Task statement:
Every line below between the one holding "options.set_hint_style(cairo.HintStyle.NONE)" and the one holding "ctx.new_sub_path()", inclusive, should be copied exactly, and no other line.

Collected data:
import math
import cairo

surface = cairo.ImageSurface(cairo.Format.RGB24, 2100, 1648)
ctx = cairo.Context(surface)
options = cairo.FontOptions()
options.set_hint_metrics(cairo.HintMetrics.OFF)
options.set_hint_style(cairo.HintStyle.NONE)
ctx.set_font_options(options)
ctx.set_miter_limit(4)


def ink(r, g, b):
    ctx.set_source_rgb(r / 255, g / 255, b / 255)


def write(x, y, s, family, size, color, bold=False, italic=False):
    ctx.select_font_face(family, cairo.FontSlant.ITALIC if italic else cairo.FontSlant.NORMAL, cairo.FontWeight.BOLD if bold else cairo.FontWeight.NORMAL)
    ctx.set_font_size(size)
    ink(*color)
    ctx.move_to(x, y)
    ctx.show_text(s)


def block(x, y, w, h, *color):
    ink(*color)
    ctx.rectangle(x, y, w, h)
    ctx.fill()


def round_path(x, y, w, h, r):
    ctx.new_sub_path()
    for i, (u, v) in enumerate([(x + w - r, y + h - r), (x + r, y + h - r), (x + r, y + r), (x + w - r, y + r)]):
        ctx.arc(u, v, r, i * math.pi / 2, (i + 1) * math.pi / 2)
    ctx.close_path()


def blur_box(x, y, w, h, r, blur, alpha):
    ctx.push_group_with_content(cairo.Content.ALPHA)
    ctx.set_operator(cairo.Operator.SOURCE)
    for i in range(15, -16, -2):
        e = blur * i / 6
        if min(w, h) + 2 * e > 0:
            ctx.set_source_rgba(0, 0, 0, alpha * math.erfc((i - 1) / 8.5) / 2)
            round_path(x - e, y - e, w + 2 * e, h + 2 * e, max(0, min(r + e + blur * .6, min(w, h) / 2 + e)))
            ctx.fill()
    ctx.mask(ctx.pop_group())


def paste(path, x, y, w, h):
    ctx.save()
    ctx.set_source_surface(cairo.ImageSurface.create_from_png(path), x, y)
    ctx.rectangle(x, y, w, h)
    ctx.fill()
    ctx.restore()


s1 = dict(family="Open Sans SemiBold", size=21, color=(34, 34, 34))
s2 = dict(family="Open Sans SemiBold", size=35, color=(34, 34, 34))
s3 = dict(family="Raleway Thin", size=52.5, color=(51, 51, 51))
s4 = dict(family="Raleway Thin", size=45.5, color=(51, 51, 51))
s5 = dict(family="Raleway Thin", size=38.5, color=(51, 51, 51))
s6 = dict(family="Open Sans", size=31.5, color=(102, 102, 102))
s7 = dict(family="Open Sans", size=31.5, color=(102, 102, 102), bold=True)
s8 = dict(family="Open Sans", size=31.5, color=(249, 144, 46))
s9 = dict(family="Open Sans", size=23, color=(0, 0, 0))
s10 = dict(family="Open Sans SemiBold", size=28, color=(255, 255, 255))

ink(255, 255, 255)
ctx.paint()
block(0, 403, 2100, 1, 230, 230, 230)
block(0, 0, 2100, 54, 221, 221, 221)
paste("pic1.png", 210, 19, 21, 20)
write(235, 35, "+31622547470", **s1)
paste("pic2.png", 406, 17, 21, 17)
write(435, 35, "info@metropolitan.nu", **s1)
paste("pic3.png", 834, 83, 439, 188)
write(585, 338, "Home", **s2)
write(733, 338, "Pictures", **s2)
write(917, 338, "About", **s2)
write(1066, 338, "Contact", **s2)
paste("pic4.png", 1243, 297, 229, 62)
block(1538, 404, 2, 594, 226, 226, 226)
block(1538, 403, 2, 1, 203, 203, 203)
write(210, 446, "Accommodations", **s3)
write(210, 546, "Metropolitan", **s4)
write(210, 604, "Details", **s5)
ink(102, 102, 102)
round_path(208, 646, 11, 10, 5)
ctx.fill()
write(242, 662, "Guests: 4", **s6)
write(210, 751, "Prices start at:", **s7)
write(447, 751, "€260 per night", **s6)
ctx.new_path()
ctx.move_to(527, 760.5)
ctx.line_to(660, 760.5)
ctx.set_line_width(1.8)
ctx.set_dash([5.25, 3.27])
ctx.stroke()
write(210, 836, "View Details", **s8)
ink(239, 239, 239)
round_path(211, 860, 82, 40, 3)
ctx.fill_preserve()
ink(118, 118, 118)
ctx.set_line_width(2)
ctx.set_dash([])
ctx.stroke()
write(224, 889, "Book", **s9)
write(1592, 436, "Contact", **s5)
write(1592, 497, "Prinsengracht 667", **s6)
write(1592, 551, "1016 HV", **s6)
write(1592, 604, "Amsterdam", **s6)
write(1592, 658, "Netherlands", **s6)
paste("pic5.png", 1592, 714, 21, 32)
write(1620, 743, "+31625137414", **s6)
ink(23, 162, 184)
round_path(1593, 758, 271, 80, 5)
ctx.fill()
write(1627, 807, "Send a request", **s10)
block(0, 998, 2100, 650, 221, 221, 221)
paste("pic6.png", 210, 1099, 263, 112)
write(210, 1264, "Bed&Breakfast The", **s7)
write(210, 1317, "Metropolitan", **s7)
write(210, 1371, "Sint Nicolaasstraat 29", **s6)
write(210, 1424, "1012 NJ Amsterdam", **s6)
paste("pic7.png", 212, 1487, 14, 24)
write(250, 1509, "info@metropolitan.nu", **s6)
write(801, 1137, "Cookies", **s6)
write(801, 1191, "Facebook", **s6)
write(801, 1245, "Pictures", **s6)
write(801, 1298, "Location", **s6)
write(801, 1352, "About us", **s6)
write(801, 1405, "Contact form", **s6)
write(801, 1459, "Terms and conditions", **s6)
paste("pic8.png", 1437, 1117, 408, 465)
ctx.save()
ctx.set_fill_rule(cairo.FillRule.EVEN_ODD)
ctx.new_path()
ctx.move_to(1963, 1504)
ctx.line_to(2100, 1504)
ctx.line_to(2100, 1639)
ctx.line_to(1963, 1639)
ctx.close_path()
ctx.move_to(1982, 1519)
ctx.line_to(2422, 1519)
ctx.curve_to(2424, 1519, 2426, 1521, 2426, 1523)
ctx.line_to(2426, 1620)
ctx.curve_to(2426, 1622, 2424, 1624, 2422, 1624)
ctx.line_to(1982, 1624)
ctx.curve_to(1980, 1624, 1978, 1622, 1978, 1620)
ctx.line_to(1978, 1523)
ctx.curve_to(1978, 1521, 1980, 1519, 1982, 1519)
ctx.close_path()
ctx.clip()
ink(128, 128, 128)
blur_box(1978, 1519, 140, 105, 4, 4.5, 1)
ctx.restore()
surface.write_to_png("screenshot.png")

Task output:
options.set_hint_style(cairo.HintStyle.NONE)
ctx.set_font_options(options)
ctx.set_miter_limit(4)


def ink(r, g, b):
    ctx.set_source_rgb(r / 255, g / 255, b / 255)


def write(x, y, s, family, size, color, bold=False, italic=False):
    ctx.select_font_face(family, cairo.FontSlant.ITALIC if italic else cairo.FontSlant.NORMAL, cairo.FontWeight.BOLD if bold else cairo.FontWeight.NORMAL)
    ctx.set_font_size(size)
    ink(*color)
    ctx.move_to(x, y)
    ctx.show_text(s)


def block(x, y, w, h, *color):
    ink(*color)
    ctx.rectangle(x, y, w, h)
    ctx.fill()


def round_path(x, y, w, h, r):
    ctx.new_sub_path()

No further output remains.